If Chen leaves office, what happens then? Vice President Annette Lu has a reputation as an ideologue on cross-Strait issues; she is also said to be mercurial. No wonder some observers are worried. Still, the fact that Lu would succeed Chen seems not to trouble the pro-resignation forces. A number of Blue politicians have said explicitly they have no objection to President Lu: they just want Chen out. They are confident that the same forces that constrain Chen - most notably the Blues' legislative majority and the DPP's sagging popularity - would constrain Lu equally. Nor is it likely that 16 months in the presidential office would give Lu, who has few allies within her party, enough momentum to win the DPP's presidential nomination in 2008, much less the election.
What's the outlook for 2008? One might imagine that the DPP's misfortunes would be an opportunity for the KMT to strengthen its position. In fact, however, the KMT is in almost as much disarray as the DPP. For months, Blue politicians have been thrashing KMT favorite Ma Ying-jeou. In June, James Soong and others dragged Ma into the recall movement against his better judgment, making him look unprincipled and indecisive. To "reward" Ma's cooperation, Soong threw his own hat in the ring for the Taipei mayoral election, potentially splitting the Blue vote. Most recently, Ma has faced allegations of corruption in his office (the case is a miniature version of the charges facing Chen) and open calls for twice-defeated candidate Lien Chan to challenge Ma for the party's presidential nomination in 2008.

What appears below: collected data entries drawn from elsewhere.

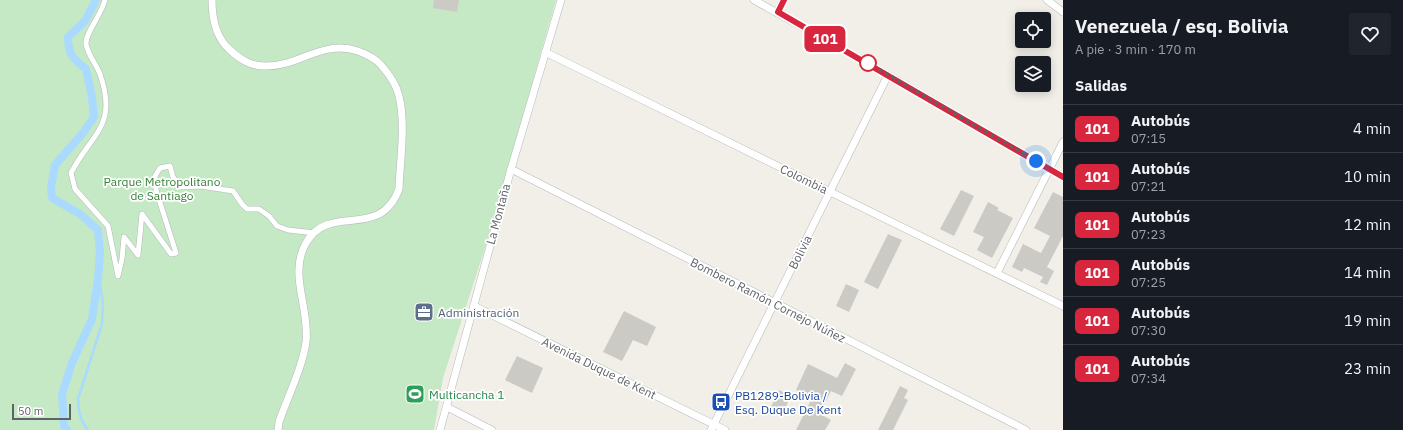 <!DOCTYPE html>
<html lang="es">
<head>
<meta charset="utf-8">
<style>
	:root { --surface:#171b24; --page:#20242c; --text:#f1f3f6; --muted:#9ea1a6; --line:#363941 }
	body { margin:0; font-family:"IBM Plex Sans",sans-serif; background:var(--page); color:var(--text); height:100vh; display:flex; flex-direction:column; font-size:15px; white-space:nowrap }
	* { box-sizing:border-box; margin:0 }
	p { font-size:13px; color:var(--muted) }
	.icon { flex:none; width:22px; height:22px; fill:none; stroke:currentColor; stroke-width:2; stroke-linecap:round; stroke-linejoin:round }
	.map { position:relative; flex:1; overflow:hidden }
	.drawer { display:flex; flex-direction:column; background:var(--surface); width:340px }
	.drawer>* { flex:none }
	.badge { padding:0 8px; border-radius:6px; font-size:14px; line-height:26px }
	.buttons { position:absolute; left:1015px; top:12px; display:grid; gap:8px }
	.buttons a { display:grid; place-items:center; width:36px; height:36px; border-radius:4px; background:var(--surface); box-shadow:0 2px 10px #0003; font-size:20px }
	.scale { position:absolute; left:12px; bottom:10px; width:59px; box-sizing:border-box; padding-left:4px; border:2px solid #5f6368; border-top:0; font-size:11px; line-height:14px; white-space:nowrap; color:#5f6368; -webkit-text-stroke:3px #fff; paint-order:stroke }
	.you { position:absolute; width:20px; height:20px; margin:-10px; border:3px solid #fff; border-radius:50%; background:#1a73e8; box-shadow:0 0 0 6px #1a73e833 }
	.map>.badge { position:absolute; translate:-50% -50%; box-shadow:0 0 0 2px #fff }
	h2 { padding:0 12px; font-size:15px; line-height:36px }
	.round { display:grid; place-items:center; flex:none; width:42px; height:42px; border-radius:4px; background:var(--page) }
	.head { display:flex; align-items:center; justify-content:space-between; height:68px; padding:0 12px }
	h1 { font-size:19px; font-weight:700; line-height:30px }
	ul { padding:0; list-style:none }
	li { display:flex; align-items:center; gap:12px; height:48px; padding:0 12px; border-top:1px solid var(--line) }
	li div { flex:1 }
	li b { display:block; font-size:15px }
	li em { font-style:normal }
	li .badge { min-width:44px; font-weight:700; text-align:center }
	main { display:flex; flex:1; min-height:0 }
	.map>svg:first-child { display:block }
</style>
</head>
<body>
<main>
<div class="map">
<svg width="1063" height="430" viewBox="0 0 1063 430">
	<rect width="100%" height="100%" fill="#f1efe8"/>
	<!-- green -->
	<path fill="#c5e8c5" d="M0 0H556L484 251 443 378 434 430H0Z"/>
	<g fill="none" stroke-linecap="round" stroke-linejoin="round">
		<!-- stream -->
		<path stroke="#aadaff" stroke-width="2.5" d="M88 430C80 421 78 410 78 399L102 324 103 304 99 277"/>
		<!-- canal -->
		<path stroke="#aadaff" stroke-width="8" d="M67 430 64 426 62 394 72 363 92 319 98 279 100 253 98 230 80 214 52 198 51 188 55 165 83 133 94 117 92 97 86 69C73 59 68 54 68 37L85 21 96 0"/>
	</g>
	<!-- building -->
	<g fill="#cccac5">
		<path d="M434 0H459L457 12 433 8Z"/>
		<path d="M961 190 974 196 954 236 940 229Z"/>
		<path d="M1053 192 1063 197V236L1047 267 1054 271 1047 285 1040 282 1043 277 1024 268 1022 272 1012 267 1023 244 1041 253 1050 236 1034 228Z"/>
		<path d="M988 202 999 208 997 210 1013 218 992 258 977 250 984 237 973 232Z"/>
		<path d="M888 234 902 240 878 289 864 282Z"/>
		<path d="M846 284 859 290 849 312 836 306Z"/>
		<path d="M624 311 656 327 647 346 633 340 622 361 603 352Z"/>
		<path d="M517 356 543 368 532 393 505 380Z"/>
		<path d="M845 363 856 369 842 396 831 391 820 414 831 420 825 430H796L811 400 808 398 809 396 796 390 808 364 837 378Z"/>
		<path d="M900 386 908 390 904 398 908 400 893 430H878Z"/>
		<path d="M779 390 791 396 781 417 769 411Z"/>
	</g>
	<g fill="none" stroke-linecap="round" stroke-linejoin="round">
		<defs>
			<path id="pedestrian" d="M105 0C102 14 85 33 86 44 88 55 96 64 100 74 118 127 92 132 71 173L75 189 108 226 118 276 122 259 124 237 138 255 142 214 171 254 176 253 156 190 155 176 160 168 170 166 173 177 180 187 201 186 233 191 242 204 247 209H259L269 216 277 226 288 230 315 233"/>
			<g id="minor">
				<path d="M212 0C212 18 215 37 230 50 240 59 250 66 264 66 297 68 321 39 358 51 366 54 375 58 381 65 389 74 396 83 399 96 406 125 400 159 399 189 379 242 330 201 306 243 288 274 310 308 306 342 302 369 288 396 279 422L278 430"/>
				<path d="M754 0 888 75 1063 177"/>
				<path d="M1047 0 1063 12"/>
				<path d="M777 12 784 0"/>
				<path d="M545 52 1063 306"/>
				<path d="M511 169 1026 430"/>
				<path d="M997 273 1063 142"/>
				<path d="M474 306 725 430"/>
				<path d="M447 407 492 430"/>
				<path d="M440 430 511 169 561 0"/>
				<path d="M711 430 888 75"/>
			</g>
		</defs>
		<!-- pedestrian casing -->
		<use href="#pedestrian" stroke="#b5b8bc" stroke-width="6"/>
		<!-- minor casing -->
		<use href="#minor" stroke="#b5b8bc" stroke-width="8"/>
		<!-- pedestrian -->
		<use href="#pedestrian" stroke="#fff" stroke-width="5"/>
		<!-- minor -->
		<use href="#minor" stroke="#fff" stroke-width="7"/>
	</g>
	<g fill="none" stroke-linecap="round" stroke-linejoin="round">
		<defs>
			<path id="line" d="M784 0 778 12 1063 177"/>
		</defs>
		<!-- line casing -->
		<use href="#line" stroke="#fff" stroke-width="9"/>
		<!-- line -->
		<use href="#line" stroke="#d7263d" stroke-width="6"/>
		<!-- walk -->
		<path stroke="#5f6368" stroke-width="4" stroke-dasharray="0 7.2" d="M868 63 1036 161"/>
	</g>
	<!-- icons -->
	<defs>
		<symbol id="office-square" viewBox="-11 -11 22 22"><rect x="-9" y="-9" width="18" height="18" rx="4" fill="#5c6f8a" stroke="#fff"/><path d="M-6-3h4V-5.5h4V-3h4V5H-6ZM-1-4.5V-3h2v-1.5ZM-6 0V1H6V0Z" fill="#fff"/></symbol>
		<symbol id="stadium-square" viewBox="-11 -11 22 22"><rect x="-9" y="-9" width="18" height="18" rx="4" fill="#2e9e5b" stroke="#fff"/><path d="M0-5a6.5 5 0 1 0 0 10a6.5 5 0 1 0 0-10ZM-3.5-1.8h7v3.6h-7Z" fill="#fff"/></symbol>
		<symbol id="bus-square" viewBox="-11 -11 22 22"><rect x="-9" y="-9" width="18" height="18" rx="4" fill="#1a4fb4" stroke="#fff"/><path d="M-5-6H5V4H4V6H2V4H-2V6H-4V4H-5ZM-3.5-4V0h7V-4ZM-3.5 1.2v1.5H-2V1.2ZM2 1.2v1.5H3.5V1.2Z" fill="#fff"/></symbol>
	</defs>
	<g fill-rule="evenodd">
		<use href="#office-square" x="413" y="301" width="22" height="22"/>
		<use href="#stadium-square" x="404" y="383" width="22" height="22"/>
		<use href="#bus-square" x="710" y="391" width="22" height="22"/>
	</g>
	<!-- markers -->
	<circle fill="#fff" stroke="#d7263d" stroke-width="2" cx="868" cy="63" r="8"/>
	<g text-anchor="middle" dominant-baseline="central" stroke-width="3.5" stroke-linejoin="round" paint-order="stroke">
		<!-- street labels -->
		<g font-size="12" fill="#5f6368" stroke="#fff">
			<text transform="translate(804 179) rotate(26)">Colombia</text>
			<text transform="translate(498 214) rotate(-75)">La Montaña</text>
			<text transform="translate(800 252) rotate(-63)">Bolivia</text>
			<text transform="translate(768 300) rotate(27)">Bombero Ramón Cornejo Núñez</text>
			<text transform="translate(599 368) rotate(26)">Avenida Duque de Kent</text>
		</g>
		<!-- park labels -->
		<g font-size="12" fill="#348238" stroke="#fff">
			<text x="162" y="181">Parque Metropolitano<tspan x="162" dy="14">de Santiago</tspan></text>
		</g>
		<!-- service labels -->
		<g font-size="12" fill="#4e5e75" stroke="#fff" text-anchor="start">
			<text x="438" y="312">Administración</text>
		</g>
		<!-- leisure labels -->
		<g font-size="12" fill="#27864d" stroke="#fff" text-anchor="start">
			<text x="429" y="394">Multicancha 1</text>
		</g>
		<!-- transit labels -->
		<g font-size="12" fill="#164399" stroke="#fff" text-anchor="start">
			<text x="735" y="395">PB1289-Bolivia /<tspan x="735" dy="14">Esq. Duque De Kent</tspan></text>
		</g>
	</g>
</svg>
<div class="buttons">
<a><svg class="icon" aria-label="locate" viewBox="0 0 24 24"><circle cx="12" cy="12" r="6"/><path d="M12 2v4M12 18v4M2 12h4M18 12h4"/></svg></a>
<a><svg class="icon" aria-label="layers" viewBox="0 0 24 24"><path d="M12 4l9 5-9 5-9-5zM3 14l9 5 9-5"/></svg></a>
</div>
<div class="scale">50 m</div>
<div class="you" style="left:1036px;top:161px"></div>
<b class="badge" style="left:825px;top:39px;background:#d7263d;color:#fff">101</b>
</div>
<section class="drawer">
<div class="head"><div><h1>Venezuela / esq. Bolivia</h1><p>A pie · 3 min · 170 m</p></div><a class="round"><svg class="icon" aria-label="heart" viewBox="0 0 24 24"><path d="M12 20l-8-8c-3-5 5-10 8-4 3-6 11-1 8 4z"/></svg></a></div>
<h2>Salidas</h2>
<ul>
<li><span class="badge" style="background:#d7263d;color:#fff">101</span><div><b>Autobús</b><p>07:15</p></div><em>4 min</em></li>
<li><span class="badge" style="background:#d7263d;color:#fff">101</span><div><b>Autobús</b><p>07:21</p></div><em>10 min</em></li>
<li><span class="badge" style="background:#d7263d;color:#fff">101</span><div><b>Autobús</b><p>07:23</p></div><em>12 min</em></li>
<li><span class="badge" style="background:#d7263d;color:#fff">101</span><div><b>Autobús</b><p>07:25</p></div><em>14 min</em></li>
<li><span class="badge" style="background:#d7263d;color:#fff">101</span><div><b>Autobús</b><p>07:30</p></div><em>19 min</em></li>
<li><span class="badge" style="background:#d7263d;color:#fff">101</span><div><b>Autobús</b><p>07:34</p></div><em>23 min</em></li>
</ul>
</section>
</main>
</body>
</html>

The only presidential contender who might be able to gain from the chaos is Premier Su, who has quietly conducted the business of government for almost a year. Although it's not clear whether voters will credit Su, he has kept things running through extraordinary political upheavals. Over the summer, Su's government achieved significant progress in cross-Strait relations, expanding direct passenger charter flights during holidays, opening direct cargo charter flights, and creating a mechanism for negotiating tourism-related issues with the PRC. If the KMT cannot unify its message, Su could come out of this annus horribilis looking like the closest thing Taiwan has to adult supervision.